2019年10月16日

【報告文】第97回ビデオアクト上映会〜地域と猫と人間と〜

上映作品
『黒澤泰&飯田基晴の地域猫活動のすすめ』 監督:飯田基晴

 去る9月24日、ビデオアクト上映会がいつもの東京ボランティア市民活動センターで開催された。上映会のタイトルは、「地域と猫と人間と」。上映作品は、飯田基晴監督の『黒澤泰&飯田基晴の地域猫活動のすすめ』だった。猫がベストポジションを確保して気持ち良さそうに寝転んだり、我が物顔で悠々と歩いている街を愛する私としては、某TV局の“岩合さんのネコ歩き”的な展開を予想してしまったが、作品の趣きはかなり違った。しかし、その内容は、“岩合さんのネコ歩き”的な状況を作り出すための方法論を丁寧に、そして実践的に描いた良作だった。

 作品は、3部構成になっていて、今回の上映会でも、その1部ずつを上映し、各部の上映後にゲストの飯田監督に解説して頂く形式だった。

 第1部は、かつて横浜の保健所に勤務し、数々の猫トラブルに対応してきた黒澤泰氏による「地域猫活動とは何か?」の特別講義の様子。黒澤氏の説明はとてもわかりやすく、地域猫活動が私のような人間のまさに“猫可愛がり”活動などではなく、野良猫による地域のトラブルを地域住民が主体となって解決していく環境衛生活動であることが十分に理解できた。ポイントは、今いる猫の「不妊去勢手術」と「トイレの設置」、そして「適切な餌やり」の3つ。しかし、この3つ、そんなに簡単に実践できるのか…。

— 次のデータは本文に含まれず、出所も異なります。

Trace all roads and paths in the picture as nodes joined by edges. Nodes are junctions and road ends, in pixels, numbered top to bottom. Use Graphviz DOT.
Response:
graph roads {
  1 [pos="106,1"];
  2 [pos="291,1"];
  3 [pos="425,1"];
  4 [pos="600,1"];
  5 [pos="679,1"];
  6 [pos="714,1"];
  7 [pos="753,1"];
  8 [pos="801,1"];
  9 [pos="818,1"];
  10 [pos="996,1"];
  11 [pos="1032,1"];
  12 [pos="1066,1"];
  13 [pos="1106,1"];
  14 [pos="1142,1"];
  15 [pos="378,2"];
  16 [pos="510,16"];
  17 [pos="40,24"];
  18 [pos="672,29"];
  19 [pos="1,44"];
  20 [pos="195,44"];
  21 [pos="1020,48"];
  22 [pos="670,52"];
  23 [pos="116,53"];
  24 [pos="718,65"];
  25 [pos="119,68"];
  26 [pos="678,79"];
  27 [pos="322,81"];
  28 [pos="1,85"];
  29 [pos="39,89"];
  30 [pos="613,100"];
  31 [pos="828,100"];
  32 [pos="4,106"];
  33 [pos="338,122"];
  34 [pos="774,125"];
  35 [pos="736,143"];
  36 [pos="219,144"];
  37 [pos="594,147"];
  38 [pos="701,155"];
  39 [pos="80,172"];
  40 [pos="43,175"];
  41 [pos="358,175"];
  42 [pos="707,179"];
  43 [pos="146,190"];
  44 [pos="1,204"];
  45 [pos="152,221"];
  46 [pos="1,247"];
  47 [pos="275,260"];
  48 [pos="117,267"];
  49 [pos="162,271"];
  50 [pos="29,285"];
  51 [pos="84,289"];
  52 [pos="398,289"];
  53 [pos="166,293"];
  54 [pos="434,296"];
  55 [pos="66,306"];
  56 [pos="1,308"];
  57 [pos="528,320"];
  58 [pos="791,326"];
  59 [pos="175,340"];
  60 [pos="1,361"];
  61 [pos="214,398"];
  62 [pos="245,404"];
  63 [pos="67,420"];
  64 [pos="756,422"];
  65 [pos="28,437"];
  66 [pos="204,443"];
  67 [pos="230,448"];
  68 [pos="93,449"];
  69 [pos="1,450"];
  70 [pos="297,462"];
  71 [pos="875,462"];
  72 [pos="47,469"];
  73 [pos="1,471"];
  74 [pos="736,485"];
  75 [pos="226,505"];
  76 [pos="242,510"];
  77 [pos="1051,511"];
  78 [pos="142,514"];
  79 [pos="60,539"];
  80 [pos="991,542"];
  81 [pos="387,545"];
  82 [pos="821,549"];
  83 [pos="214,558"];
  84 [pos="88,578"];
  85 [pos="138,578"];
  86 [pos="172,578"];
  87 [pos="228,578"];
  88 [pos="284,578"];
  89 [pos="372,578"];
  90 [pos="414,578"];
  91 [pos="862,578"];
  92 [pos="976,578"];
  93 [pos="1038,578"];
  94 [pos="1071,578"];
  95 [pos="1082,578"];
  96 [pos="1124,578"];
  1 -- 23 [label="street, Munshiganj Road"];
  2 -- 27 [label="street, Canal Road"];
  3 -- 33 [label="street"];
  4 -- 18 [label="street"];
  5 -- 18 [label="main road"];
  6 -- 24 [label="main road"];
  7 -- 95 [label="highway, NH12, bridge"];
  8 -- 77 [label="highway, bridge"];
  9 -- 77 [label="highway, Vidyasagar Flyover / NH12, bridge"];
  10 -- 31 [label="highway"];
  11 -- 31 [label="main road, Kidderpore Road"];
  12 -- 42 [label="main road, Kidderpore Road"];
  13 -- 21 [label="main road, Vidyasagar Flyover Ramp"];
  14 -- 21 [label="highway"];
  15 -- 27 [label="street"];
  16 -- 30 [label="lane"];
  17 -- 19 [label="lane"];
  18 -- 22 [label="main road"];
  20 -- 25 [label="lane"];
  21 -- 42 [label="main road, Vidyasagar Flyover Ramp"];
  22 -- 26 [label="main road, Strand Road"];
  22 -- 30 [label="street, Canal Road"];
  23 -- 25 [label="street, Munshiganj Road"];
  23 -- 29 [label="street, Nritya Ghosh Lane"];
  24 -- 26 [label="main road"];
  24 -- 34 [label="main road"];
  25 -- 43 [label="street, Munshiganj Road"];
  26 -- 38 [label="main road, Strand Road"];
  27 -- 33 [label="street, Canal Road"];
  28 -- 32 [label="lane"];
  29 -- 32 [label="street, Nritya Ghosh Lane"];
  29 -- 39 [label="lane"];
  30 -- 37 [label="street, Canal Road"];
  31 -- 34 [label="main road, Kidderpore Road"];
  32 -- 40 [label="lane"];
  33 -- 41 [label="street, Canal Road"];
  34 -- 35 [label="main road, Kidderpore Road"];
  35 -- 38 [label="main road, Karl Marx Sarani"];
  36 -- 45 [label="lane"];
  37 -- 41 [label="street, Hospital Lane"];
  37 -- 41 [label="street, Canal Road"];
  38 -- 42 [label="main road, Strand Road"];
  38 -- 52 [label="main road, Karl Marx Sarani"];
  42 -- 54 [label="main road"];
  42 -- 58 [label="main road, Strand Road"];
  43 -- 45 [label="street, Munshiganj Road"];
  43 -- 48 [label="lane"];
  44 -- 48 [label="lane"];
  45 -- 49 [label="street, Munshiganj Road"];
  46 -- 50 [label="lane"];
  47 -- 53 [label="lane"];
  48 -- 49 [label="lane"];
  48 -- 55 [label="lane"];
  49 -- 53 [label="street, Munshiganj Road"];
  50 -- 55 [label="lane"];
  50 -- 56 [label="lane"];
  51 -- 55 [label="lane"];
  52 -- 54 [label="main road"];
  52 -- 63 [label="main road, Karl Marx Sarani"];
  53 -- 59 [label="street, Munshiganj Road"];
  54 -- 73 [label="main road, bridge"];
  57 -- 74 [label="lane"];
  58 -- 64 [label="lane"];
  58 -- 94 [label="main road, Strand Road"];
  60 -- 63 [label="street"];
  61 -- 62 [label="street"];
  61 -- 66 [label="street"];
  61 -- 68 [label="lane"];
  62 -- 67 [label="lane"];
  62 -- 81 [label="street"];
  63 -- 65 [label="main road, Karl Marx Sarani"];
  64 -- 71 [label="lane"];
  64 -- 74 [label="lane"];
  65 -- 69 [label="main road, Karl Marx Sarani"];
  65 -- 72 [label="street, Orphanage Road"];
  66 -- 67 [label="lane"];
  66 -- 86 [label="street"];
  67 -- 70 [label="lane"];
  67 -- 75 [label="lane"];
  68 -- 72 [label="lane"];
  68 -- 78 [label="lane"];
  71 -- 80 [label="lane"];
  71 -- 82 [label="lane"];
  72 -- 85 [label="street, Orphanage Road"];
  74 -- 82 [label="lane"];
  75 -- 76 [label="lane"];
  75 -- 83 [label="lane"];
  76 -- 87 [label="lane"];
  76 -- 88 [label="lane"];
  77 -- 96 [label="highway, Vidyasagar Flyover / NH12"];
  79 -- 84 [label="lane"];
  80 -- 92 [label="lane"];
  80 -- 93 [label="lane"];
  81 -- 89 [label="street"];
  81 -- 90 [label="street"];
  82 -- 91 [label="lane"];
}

 第2部は、そんな不安も含めて描くドキュメンタリー・パート。地域猫活動に奮闘する4つの地域を飯田監督が丁寧に見つめている。もし私が、たまたま町の自治会長かなんかになってしまった場合を想定して観ていたら、何か頭が痛くなってきた…(笑)。仕事でもないのに、口だけで手は動かさない住民への怒りを抑え、不妊去勢手術を行う為の野良猫捕獲作戦に励むその姿は、本当に涙ぐましい。あれは、大変なんだ。私も過去に一度だけ小さな野良猫を捕獲したことがあるが、あんな小さな体のどこからこんなパワーが出てくるんだ!?というくらいもの凄い力で暴れ回り、最後に私の両手両腕が血だらけになったことを思い出す。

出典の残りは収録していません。